A estratégia prevê a atuação de equipes de saúde em mais de 104 mil escolas públicas espalhadas por 5.544 municípios. O público-alvo principal são crianças e adolescentes de 9 a 15 anos, que poderão receber doses de vacinas previstas no calendário básico, mediante autorização dos responsáveis.
Entre os imunizantes ofertados estão vacinas contra HPV, febre amarela, tríplice viral (sarampo, caxumba e rubéola), tríplice bacteriana (DTP), meningocócica ACWY e Covid-19. A ação também inclui a imunização contra o HPV para jovens de 15 a 19 anos que não foram vacinados na idade recomendada, incluindo estudantes do ensino médio e da Educação de Jovens e Adultos (EJA).
Durante o lançamento da iniciativa, o ministro da Saúde, Alexandre Padilha, afirmou que a ação representa um avanço na política de imunização infantil no país. “Com a vacinação nas escolas, estamos extinguindo a disciplina do negacionismo científico da educação básica. É a maior cobertura vacinal infantil dos últimos nove anos, atingindo um índice cinco vezes superior à média mundial. Isso é motivo de comemoração, mas não para que as escolas e as equipes de saúde da família baixem a guarda”, disse.
O Ministério da Saúde também reforça o uso de ferramentas digitais para ampliar a cobertura vacinal. A Caderneta Digital de Vacinação da Criança, disponível no aplicativo Meu SUS Digital, já registra mais de 3,3 milhões de acessos e permite que responsáveis acompanhem o histórico de imunização e recebam alertas sobre doses pendentes.
Outra iniciativa é o envio de mensagens diretas a cidadãos por meio de WhatsApp e da plataforma Gov.br, com lembretes sobre campanhas de vacinação. Segundo o governo, mais de 39 milhões de mensagens já foram enviadas neste ano, número cerca de 20 vezes maior do que o registrado no ano anterior.
O ministro da Educação, Leonardo Barchini, destacou a importância da integração entre escola e saúde pública. “A Política Nacional Integrada da Primeira Infância conta com a participação ativa do Ministério da Saúde. É fundamental que as crianças se vacinem na idade adequada e tudo isso deve estar articulado com a escola. Por exemplo, a matrícula e a permanência na escola está ligada ao cartão de vacinação”, afirmou.
Dados do governo indicam que o Programa Saúde na Escola vem ampliando suas ações nos últimos anos. Entre 2022 e 2025, houve aumento de 175,4% nas atividades de prevenção de violências, crescimento de 119% na verificação da situação vacinal e alta de mais de 233% nas ações de saúde mental.
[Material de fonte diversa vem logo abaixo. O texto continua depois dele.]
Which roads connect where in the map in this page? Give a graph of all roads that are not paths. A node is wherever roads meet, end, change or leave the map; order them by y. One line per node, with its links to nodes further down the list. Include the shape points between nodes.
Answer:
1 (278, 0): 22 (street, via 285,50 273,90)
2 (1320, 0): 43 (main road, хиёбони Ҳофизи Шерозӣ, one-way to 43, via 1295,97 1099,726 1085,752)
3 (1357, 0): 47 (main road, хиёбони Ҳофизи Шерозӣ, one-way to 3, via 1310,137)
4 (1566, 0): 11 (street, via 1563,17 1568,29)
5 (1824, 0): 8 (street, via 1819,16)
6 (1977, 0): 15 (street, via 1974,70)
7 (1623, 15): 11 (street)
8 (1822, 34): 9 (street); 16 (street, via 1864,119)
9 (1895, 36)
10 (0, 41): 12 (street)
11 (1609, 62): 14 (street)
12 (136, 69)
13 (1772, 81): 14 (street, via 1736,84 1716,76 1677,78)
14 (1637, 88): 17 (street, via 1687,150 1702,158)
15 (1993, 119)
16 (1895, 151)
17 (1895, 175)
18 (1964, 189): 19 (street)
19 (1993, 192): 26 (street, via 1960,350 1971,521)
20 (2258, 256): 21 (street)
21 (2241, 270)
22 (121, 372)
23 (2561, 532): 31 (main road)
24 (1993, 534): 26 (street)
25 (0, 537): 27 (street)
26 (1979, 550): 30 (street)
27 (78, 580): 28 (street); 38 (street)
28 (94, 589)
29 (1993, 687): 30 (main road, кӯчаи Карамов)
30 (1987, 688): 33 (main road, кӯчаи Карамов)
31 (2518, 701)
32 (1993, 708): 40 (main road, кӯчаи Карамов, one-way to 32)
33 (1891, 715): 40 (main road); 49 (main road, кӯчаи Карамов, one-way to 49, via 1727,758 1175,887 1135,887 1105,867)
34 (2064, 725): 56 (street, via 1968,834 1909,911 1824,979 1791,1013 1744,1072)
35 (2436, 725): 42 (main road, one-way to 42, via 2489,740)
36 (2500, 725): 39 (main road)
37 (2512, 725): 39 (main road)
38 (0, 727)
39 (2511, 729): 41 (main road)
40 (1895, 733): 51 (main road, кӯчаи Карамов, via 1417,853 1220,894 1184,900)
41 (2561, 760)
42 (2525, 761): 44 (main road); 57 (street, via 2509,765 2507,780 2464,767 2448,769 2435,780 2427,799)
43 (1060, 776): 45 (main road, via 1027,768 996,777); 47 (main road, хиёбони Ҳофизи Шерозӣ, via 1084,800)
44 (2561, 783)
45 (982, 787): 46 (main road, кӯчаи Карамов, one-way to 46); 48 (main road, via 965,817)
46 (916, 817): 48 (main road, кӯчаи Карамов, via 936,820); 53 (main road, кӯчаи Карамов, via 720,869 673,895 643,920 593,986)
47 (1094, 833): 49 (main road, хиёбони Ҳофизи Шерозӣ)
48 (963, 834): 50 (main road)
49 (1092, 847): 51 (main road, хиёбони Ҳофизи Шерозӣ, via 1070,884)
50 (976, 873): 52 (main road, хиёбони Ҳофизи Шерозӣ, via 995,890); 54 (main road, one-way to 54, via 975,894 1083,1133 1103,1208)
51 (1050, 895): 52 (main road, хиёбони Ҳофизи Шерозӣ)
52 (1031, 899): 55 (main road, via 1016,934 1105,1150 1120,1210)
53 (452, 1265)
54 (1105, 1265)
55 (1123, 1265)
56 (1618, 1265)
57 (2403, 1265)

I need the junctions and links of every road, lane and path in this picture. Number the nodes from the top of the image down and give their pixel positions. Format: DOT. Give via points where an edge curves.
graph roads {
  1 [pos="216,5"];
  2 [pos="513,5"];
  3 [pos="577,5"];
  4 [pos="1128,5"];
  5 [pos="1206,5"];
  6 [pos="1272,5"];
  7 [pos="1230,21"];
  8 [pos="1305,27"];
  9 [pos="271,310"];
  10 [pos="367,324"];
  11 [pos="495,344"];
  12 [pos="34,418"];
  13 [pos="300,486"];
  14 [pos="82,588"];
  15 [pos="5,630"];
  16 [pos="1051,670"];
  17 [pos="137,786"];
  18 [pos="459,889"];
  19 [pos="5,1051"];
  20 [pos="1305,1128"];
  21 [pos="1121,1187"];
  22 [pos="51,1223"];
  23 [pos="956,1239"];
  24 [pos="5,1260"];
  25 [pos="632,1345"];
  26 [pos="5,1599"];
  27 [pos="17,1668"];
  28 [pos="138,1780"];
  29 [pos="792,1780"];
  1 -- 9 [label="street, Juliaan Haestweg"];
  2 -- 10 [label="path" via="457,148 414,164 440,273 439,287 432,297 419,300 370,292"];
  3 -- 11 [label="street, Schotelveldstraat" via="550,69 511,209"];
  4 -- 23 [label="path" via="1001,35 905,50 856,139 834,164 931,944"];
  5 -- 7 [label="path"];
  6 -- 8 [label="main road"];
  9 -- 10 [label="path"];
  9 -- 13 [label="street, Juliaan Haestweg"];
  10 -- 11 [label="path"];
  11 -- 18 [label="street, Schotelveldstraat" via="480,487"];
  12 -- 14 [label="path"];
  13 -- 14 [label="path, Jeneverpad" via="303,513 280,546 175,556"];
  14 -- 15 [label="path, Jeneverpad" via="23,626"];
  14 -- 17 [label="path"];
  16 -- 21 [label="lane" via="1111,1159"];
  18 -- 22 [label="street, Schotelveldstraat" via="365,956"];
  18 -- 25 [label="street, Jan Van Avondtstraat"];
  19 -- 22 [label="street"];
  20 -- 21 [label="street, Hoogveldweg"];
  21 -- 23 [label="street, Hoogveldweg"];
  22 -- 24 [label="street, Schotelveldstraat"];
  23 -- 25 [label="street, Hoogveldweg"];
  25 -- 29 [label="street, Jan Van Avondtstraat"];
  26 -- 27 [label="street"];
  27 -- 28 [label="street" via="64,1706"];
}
O Ministério da Saúde também afirma ter revertido a queda nas coberturas vacinais registrada nos anos anteriores. Em 2025, a vacina tríplice viral atingiu cobertura de 92,96%, enquanto a imunização contra o HPV chegou a 86,11% entre meninas e 74,46% entre meninos.
A expectativa do governo é que a vacinação nas escolas contribua para ampliar ainda mais esses índices, reforçando a proteção coletiva e reduzindo o risco de retorno de doenças já controladas no país.